Spanish martyrs (d. 305 AD)

Servandus and Germanus (San Servando y San Germán) (d. 305 AD) were Spanish martyrs who are venerated as Christian saints.

They were killed near Cádiz. Tradition states that they were from Mérida. They joined the Roman Army and during the persecution of Diocletian, were imprisoned after being identified as Christians. They made new converts in prison.

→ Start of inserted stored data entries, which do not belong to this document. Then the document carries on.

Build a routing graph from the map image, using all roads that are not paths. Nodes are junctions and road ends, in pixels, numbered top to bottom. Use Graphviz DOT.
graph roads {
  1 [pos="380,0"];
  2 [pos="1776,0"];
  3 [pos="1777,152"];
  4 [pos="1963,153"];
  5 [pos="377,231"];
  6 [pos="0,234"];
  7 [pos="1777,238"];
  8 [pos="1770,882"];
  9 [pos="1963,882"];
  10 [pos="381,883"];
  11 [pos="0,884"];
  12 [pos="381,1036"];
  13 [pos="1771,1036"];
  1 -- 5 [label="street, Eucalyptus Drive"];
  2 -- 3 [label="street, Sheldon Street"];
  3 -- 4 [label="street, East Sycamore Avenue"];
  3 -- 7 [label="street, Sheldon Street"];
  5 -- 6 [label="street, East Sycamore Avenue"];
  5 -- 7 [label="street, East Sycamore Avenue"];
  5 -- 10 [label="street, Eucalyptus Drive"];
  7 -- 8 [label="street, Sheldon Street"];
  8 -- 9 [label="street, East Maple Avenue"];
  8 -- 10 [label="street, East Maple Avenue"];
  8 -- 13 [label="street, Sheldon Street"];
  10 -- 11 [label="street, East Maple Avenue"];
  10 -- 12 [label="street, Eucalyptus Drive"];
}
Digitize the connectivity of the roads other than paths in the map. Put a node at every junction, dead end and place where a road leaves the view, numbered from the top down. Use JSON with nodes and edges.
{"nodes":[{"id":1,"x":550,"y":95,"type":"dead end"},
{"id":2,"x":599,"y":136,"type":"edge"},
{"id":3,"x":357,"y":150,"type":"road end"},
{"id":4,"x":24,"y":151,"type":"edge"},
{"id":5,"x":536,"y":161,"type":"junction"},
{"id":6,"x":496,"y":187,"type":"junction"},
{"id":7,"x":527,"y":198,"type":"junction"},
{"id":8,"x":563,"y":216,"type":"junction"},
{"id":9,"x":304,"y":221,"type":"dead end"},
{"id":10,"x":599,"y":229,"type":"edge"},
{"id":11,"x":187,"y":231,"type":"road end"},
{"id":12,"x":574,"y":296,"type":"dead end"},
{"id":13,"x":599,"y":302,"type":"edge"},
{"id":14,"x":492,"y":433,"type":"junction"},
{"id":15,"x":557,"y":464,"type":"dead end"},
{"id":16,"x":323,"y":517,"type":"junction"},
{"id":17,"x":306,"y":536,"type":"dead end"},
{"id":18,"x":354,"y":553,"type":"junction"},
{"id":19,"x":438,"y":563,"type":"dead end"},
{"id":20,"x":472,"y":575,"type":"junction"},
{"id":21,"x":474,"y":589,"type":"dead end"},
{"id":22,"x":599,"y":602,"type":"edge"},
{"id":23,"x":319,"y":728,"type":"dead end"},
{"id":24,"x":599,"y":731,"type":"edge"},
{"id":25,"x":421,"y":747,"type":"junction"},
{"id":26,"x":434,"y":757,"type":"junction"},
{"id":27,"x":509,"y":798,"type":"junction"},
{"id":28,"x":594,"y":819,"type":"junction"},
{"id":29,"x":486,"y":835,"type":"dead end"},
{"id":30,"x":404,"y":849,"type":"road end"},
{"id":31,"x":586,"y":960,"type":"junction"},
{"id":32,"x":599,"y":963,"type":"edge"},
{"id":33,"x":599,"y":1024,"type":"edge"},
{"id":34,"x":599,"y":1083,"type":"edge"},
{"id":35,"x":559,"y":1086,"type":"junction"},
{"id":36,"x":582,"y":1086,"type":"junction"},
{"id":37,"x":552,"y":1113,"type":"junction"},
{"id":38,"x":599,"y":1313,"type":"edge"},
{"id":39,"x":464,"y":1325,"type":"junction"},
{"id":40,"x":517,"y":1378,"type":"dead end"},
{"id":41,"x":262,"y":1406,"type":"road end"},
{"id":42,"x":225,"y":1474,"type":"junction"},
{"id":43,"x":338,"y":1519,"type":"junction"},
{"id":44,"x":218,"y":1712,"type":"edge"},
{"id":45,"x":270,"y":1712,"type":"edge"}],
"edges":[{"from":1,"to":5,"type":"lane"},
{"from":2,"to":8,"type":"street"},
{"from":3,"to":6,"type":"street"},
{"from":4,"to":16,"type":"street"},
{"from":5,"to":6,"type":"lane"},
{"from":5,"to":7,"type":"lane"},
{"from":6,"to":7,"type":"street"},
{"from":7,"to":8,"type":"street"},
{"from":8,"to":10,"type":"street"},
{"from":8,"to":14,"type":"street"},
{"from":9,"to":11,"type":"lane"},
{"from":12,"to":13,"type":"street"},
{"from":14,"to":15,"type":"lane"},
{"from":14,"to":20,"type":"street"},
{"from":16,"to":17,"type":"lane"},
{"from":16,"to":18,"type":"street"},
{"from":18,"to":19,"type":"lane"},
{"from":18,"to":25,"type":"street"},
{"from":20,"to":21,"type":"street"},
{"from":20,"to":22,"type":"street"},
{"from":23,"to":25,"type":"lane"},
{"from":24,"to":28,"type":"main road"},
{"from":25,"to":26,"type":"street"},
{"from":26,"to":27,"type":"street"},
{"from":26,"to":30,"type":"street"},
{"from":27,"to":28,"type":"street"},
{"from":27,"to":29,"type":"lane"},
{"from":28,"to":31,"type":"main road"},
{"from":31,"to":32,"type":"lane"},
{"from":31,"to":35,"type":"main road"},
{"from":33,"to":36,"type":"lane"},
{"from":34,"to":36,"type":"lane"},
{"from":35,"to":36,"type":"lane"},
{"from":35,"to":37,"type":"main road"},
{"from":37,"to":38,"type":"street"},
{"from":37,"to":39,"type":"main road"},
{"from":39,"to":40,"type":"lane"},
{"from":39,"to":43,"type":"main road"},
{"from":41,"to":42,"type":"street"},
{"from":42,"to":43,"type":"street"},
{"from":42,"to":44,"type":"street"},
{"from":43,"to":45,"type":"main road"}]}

The vicarius of Mérida, Viator, tortured them and planned to take them to Mauritania Tingitana and had them walk barefoot and in chains from Mérida to Cádiz. Viator failed to find a boat that could take them and they were decapitated on a hill of the fundus Ursianus in the conventus Gaditanus. The body of Germanus was buried at Mérida and that of Servandus at Cádiz, and then later translated to Seville. The hill of fundus Ursianus has been identified with Cerro de los Mártires (San Fernando) and with Cerro de Torrejosa near Facinas (Tarifa).

==Veneration==
Servandus and Germanus are mentioned in the martyrologies of Bede, Usuard, Ado, as well as the Mozarabic breviary, and in the breviaries of Toledo, Seville, Salamanca, among others. They are venerated as patron saints of Cádiz (officially since 1619). On the Sunday closest to October 23 they celebrate in the town of San Fernando the festival of Saints Servandus and Germanus, carrying statues of the saints in a procession.

The sculptor Luisa Roldán (1650–1704), called La Roldana, made sculptures of these two saints at Cádiz.